Work order |
Word for word, reproduce the records, keeping none of the pictures.

BEGIN Input

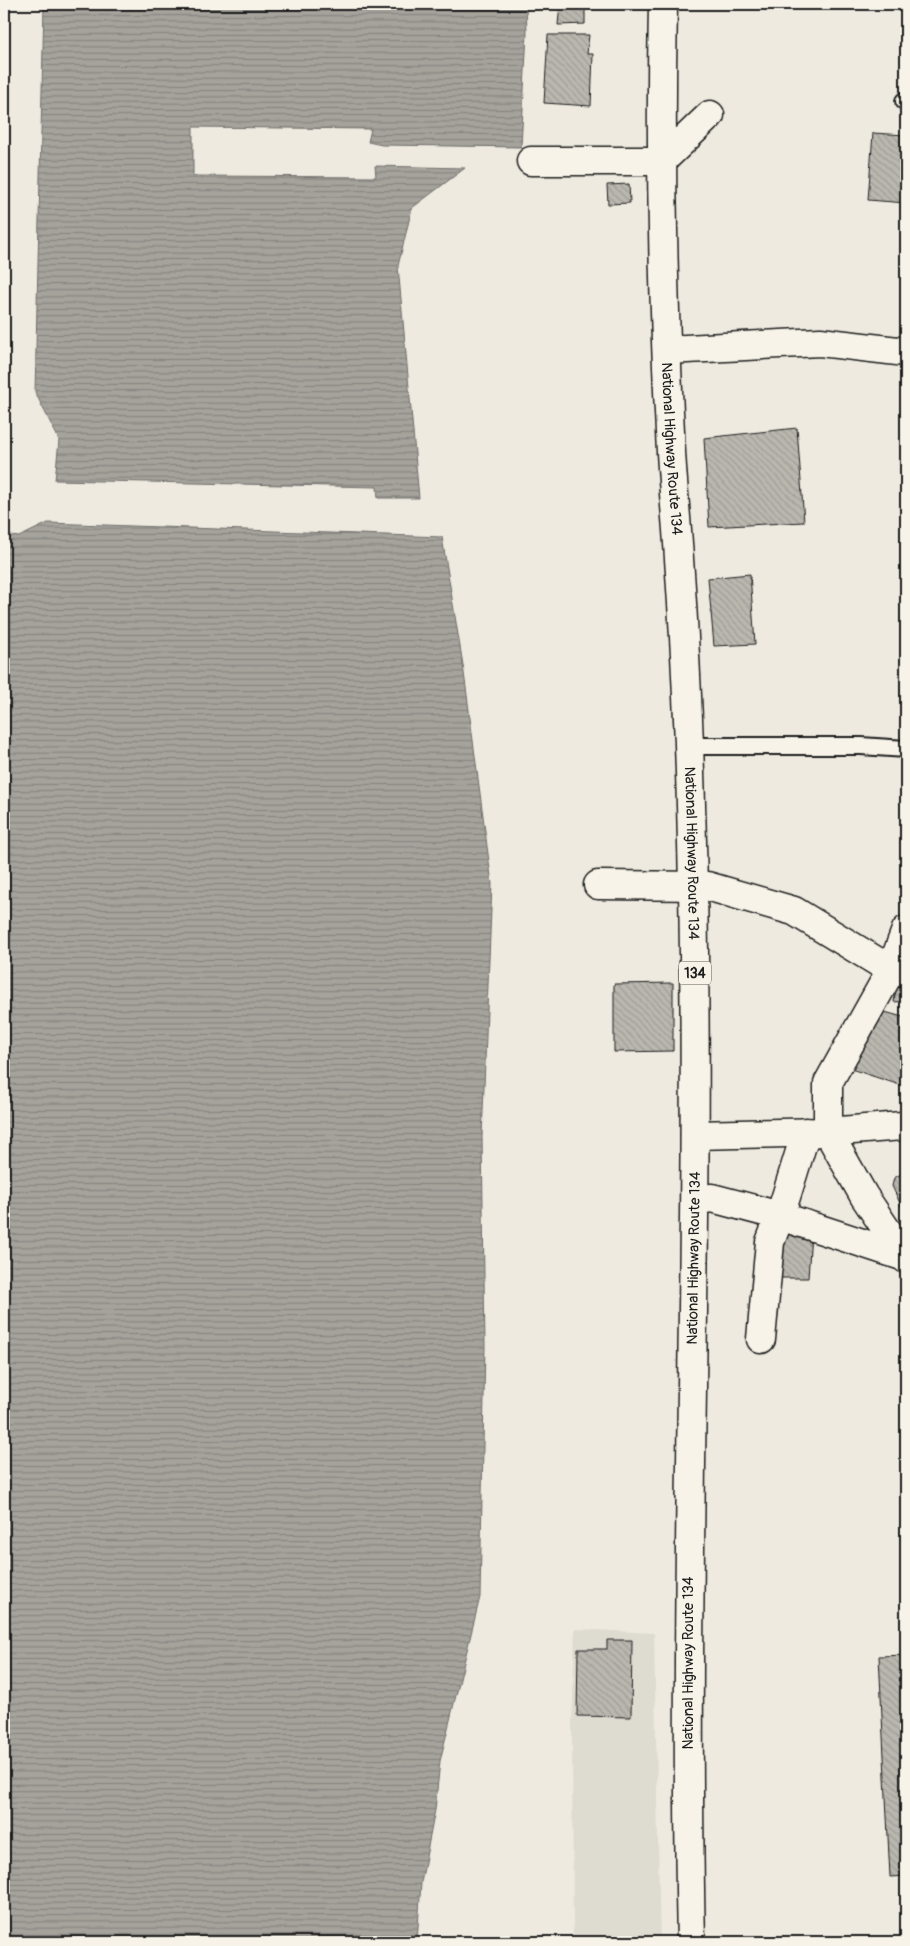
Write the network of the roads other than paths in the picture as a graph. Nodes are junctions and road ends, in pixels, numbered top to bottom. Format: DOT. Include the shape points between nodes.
graph roads {
  1 [pos="663,4"];
  2 [pos="710,115"];
  3 [pos="531,161"];
  4 [pos="662,161"];
  5 [pos="667,350"];
  6 [pos="906,352"];
  7 [pos="690,746"];
  8 [pos="906,749"];
  9 [pos="598,885"];
  10 [pos="693,886"];
  11 [pos="906,930"];
  12 [pos="899,970"];
  13 [pos="905,1125"];
  14 [pos="817,1132"];
  15 [pos="695,1135"];
  16 [pos="696,1200"];
  17 [pos="780,1216"];
  18 [pos="906,1258"];
  19 [pos="761,1339"];
  20 [pos="691,1942"];
  1 -- 4 [label="main road, National Highway Route 134 / 134"];
  2 -- 4 [label="main road"];
  3 -- 4 [label="main road"];
  4 -- 5 [label="main road, National Highway Route 134 / 134"];
  5 -- 6 [label="main road" via="820,342"];
  5 -- 7 [label="main road, National Highway Route 134 / 134"];
  7 -- 8 [label="lane"];
  7 -- 10 [label="main road, National Highway Route 134 / 134"];
  9 -- 10 [label="main road"];
  10 -- 12 [label="main road" via="707,886 794,911"];
  10 -- 15 [label="main road, National Highway Route 134 / 134"];
  11 -- 12 [label="main road"];
  12 -- 14 [label="main road" via="828,1083"];
  13 -- 14 [label="main road"];
  14 -- 15 [label="main road"];
  14 -- 17 [label="main road"];
  14 -- 18 [label="main road"];
  15 -- 16 [label="main road, National Highway Route 134 / 134"];
  16 -- 17 [label="main road" via="712,1198"];
  16 -- 20 [label="main road, National Highway Route 134 / 134" via="688,1558 687,1782"];
  17 -- 18 [label="main road"];
  17 -- 19 [label="main road" via="770,1242"];
}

END Input

Task response |
Write the network of the roads other than paths in the picture as a graph. Nodes are junctions and road ends, in pixels, numbered top to bottom. Format: DOT. Include the shape points between nodes.
graph roads {
  1 [pos="663,4"];
  2 [pos="710,115"];
  3 [pos="531,161"];
  4 [pos="662,161"];
  5 [pos="667,350"];
  6 [pos="906,352"];
  7 [pos="690,746"];
  8 [pos="906,749"];
  9 [pos="598,885"];
  10 [pos="693,886"];
  11 [pos="906,930"];
  12 [pos="899,970"];
  13 [pos="905,1125"];
  14 [pos="817,1132"];
  15 [pos="695,1135"];
  16 [pos="696,1200"];
  17 [pos="780,1216"];
  18 [pos="906,1258"];
  19 [pos="761,1339"];
  20 [pos="691,1942"];
  1 -- 4 [label="main road, National Highway Route 134 / 134"];
  2 -- 4 [label="main road"];
  3 -- 4 [label="main road"];
  4 -- 5 [label="main road, National Highway Route 134 / 134"];
  5 -- 6 [label="main road" via="820,342"];
  5 -- 7 [label="main road, National Highway Route 134 / 134"];
  7 -- 8 [label="lane"];
  7 -- 10 [label="main road, National Highway Route 134 / 134"];
  9 -- 10 [label="main road"];
  10 -- 12 [label="main road" via="707,886 794,911"];
  10 -- 15 [label="main road, National Highway Route 134 / 134"];
  11 -- 12 [label="main road"];
  12 -- 14 [label="main road" via="828,1083"];
  13 -- 14 [label="main road"];
  14 -- 15 [label="main road"];
  14 -- 17 [label="main road"];
  14 -- 18 [label="main road"];
  15 -- 16 [label="main road, National Highway Route 134 / 134"];
  16 -- 17 [label="main road" via="712,1198"];
  16 -- 20 [label="main road, National Highway Route 134 / 134" via="688,1558 687,1782"];
  17 -- 18 [label="main road"];
  17 -- 19 [label="main road" via="770,1242"];
}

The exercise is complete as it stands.